Some have gone so far as to predict the death of traditional VCs with the rise of angels and super angels. The truth, of course, is more nuanced. We all understand that traditional venture capital is in the midst of one of its inevitable phases of change.
As a practice, it has been around since at least 1939 when Laurance Rockefeller formalized the idea of entrepreneurial capital. Since then, it has evolved through many economic cycles. In all the noisy rhetoric about whether entrepreneurs should accept capital from institutional VCs, institutional angel funds, or individual angel investors, I think the most important point is lost: people matter most to entrepreneurs.

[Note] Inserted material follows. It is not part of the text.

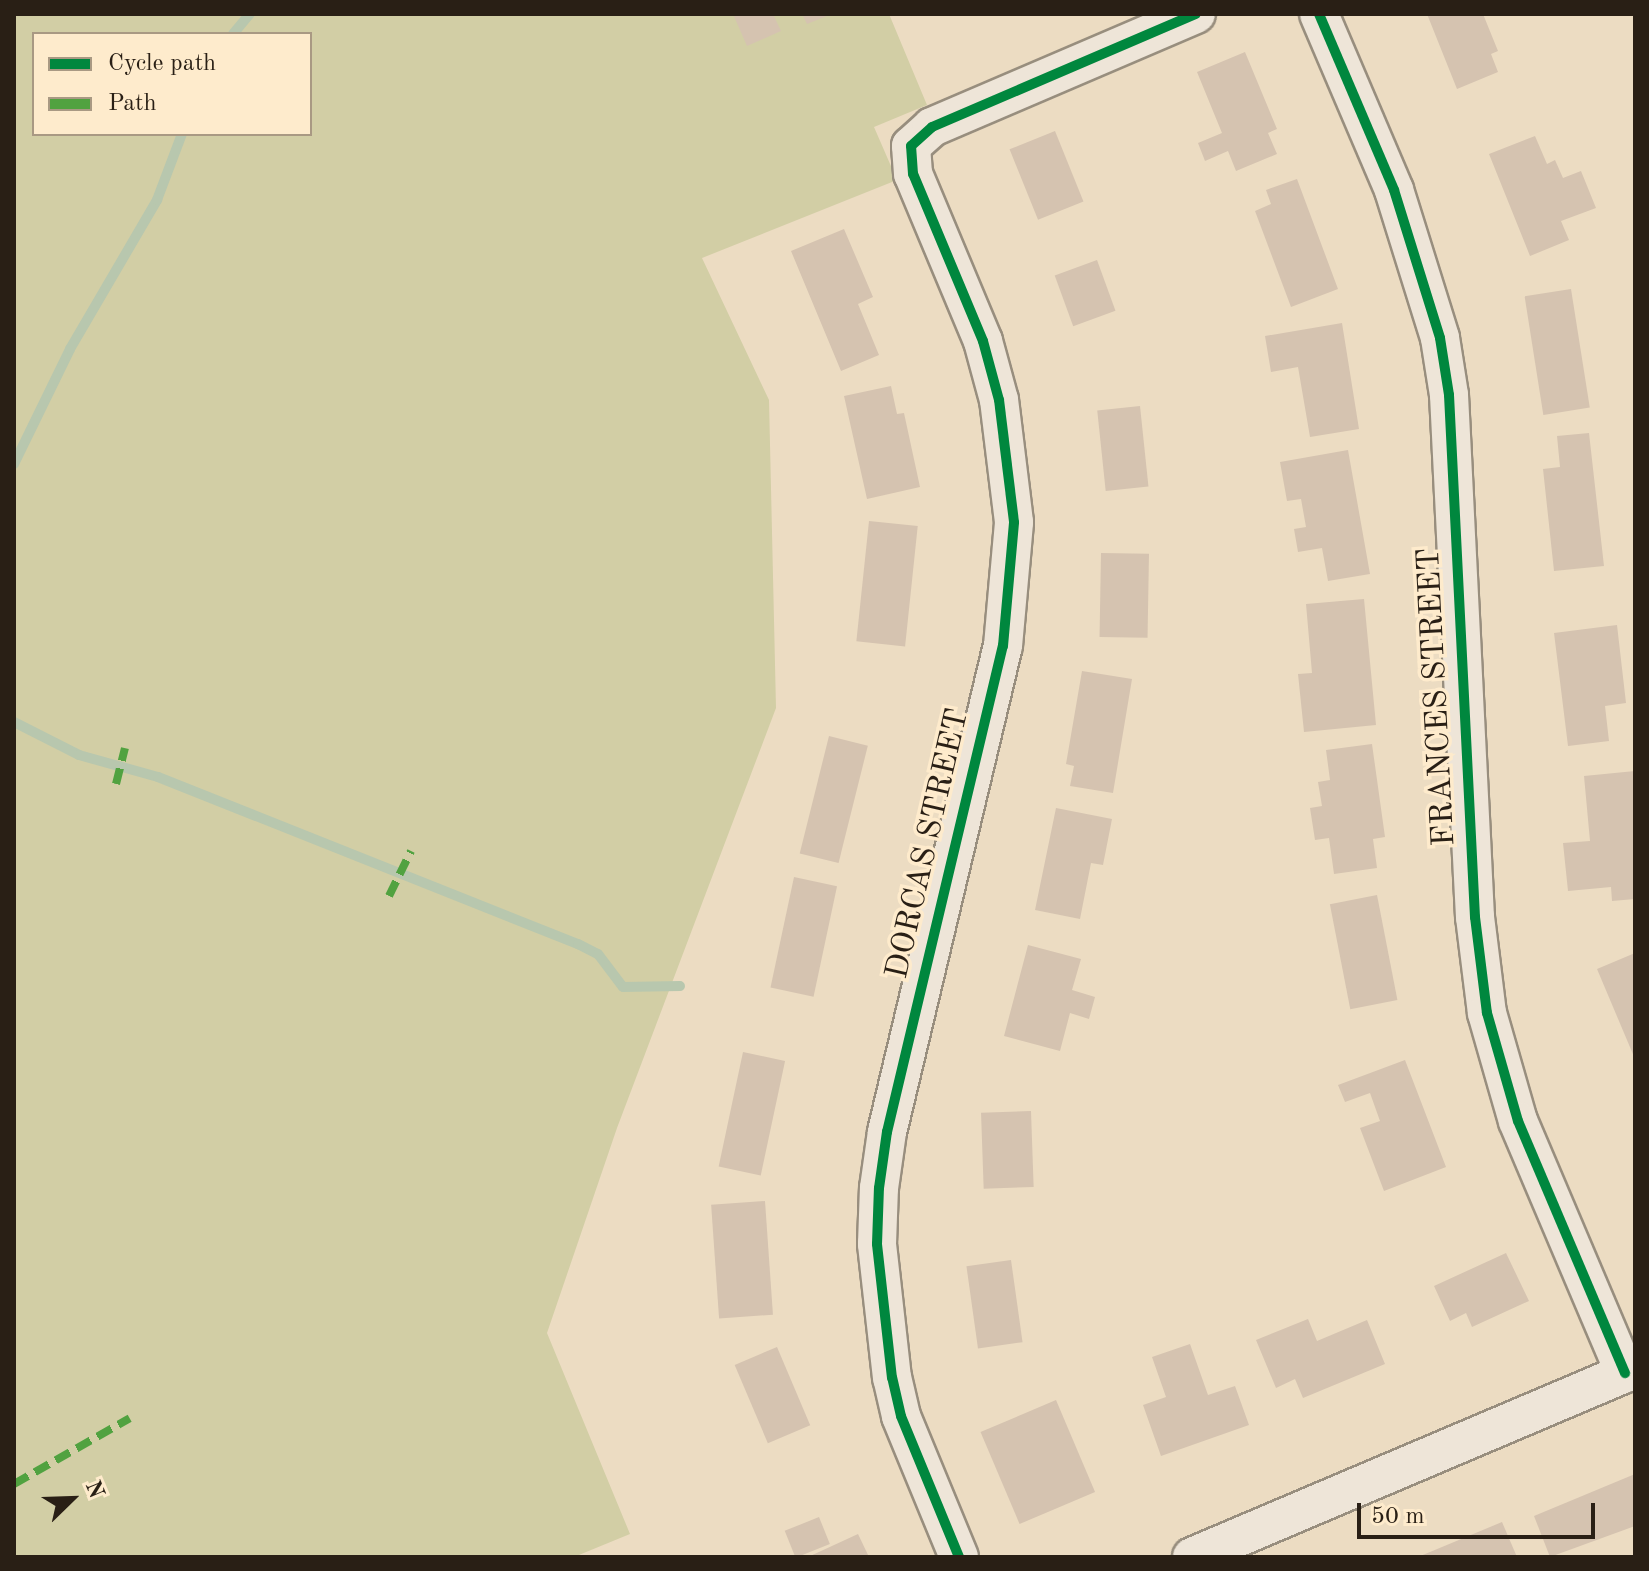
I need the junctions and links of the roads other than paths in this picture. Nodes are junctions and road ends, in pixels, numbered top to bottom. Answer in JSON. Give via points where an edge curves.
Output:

Entrepreneurs spend a huge amount of time recruiting and selecting ideal candidates to join them as they build a company. Many sophisticated VCs hold true that people matter most in predicting a company’s likely success. Particularly in the early stages of a company’s growth, CEOs think a lot about who they want around the table with them. Shouldn’t they chose their investors the same way? The answer is, in my experience, they almost always do.
When Doug and I raised money for Myplay, for example, we chose Peter Gotcher to lead our Series A not because he was with IVP and was launching RedPoint, but because he was an accomplished CEO who had founded and built one of the most successful digital music companies (Digidesign). We didn’t chose him because we believed the economics of his industry were superior to other forms of capital, but because he had a wealth of knowledge of how other successful companies were built. We didn’t chose him because we thought Limited Partners (LPs) were excited to invest in RedPoint (in fact, I didn’t even know what an LP was at the time), we chose him because we though he would add huge value around the board table. And we certainly didn’t choose him because we thought a convertible note structure was much better for us than pricing the round. We chose him because we wanted him to help us be successful. I think most entrepreneurs think the same way.
As an entrepreneur starting and running companies, I had a bias towards investors who were once operators, who had built successful companies or those investors who had witnessed great companies get built as board members. I was never comfortable with investors who had primarily traded stocks on wall street or been analysts investigating public companies. But that was my bias and how I felt. Each entrepreneur makes her own choices about who should have a seat at the table.
So in this “debate” about VCs and angels, I think the experience, personality, point of view, track record, and passion of the investor matters most to an entrepreneur, not the name of his fund or the colour of the jersey he wears or the team he plays for. Whom do you want around the table every day? Who is willing to actually do work for you, help you recruit, help make key strategic decisions, help sell customers, help anticipate competitors’ moves, help review product designs? Who will help you make the hard decisions that you will most certainly face? That’s who entrepreneurs chose as their investor.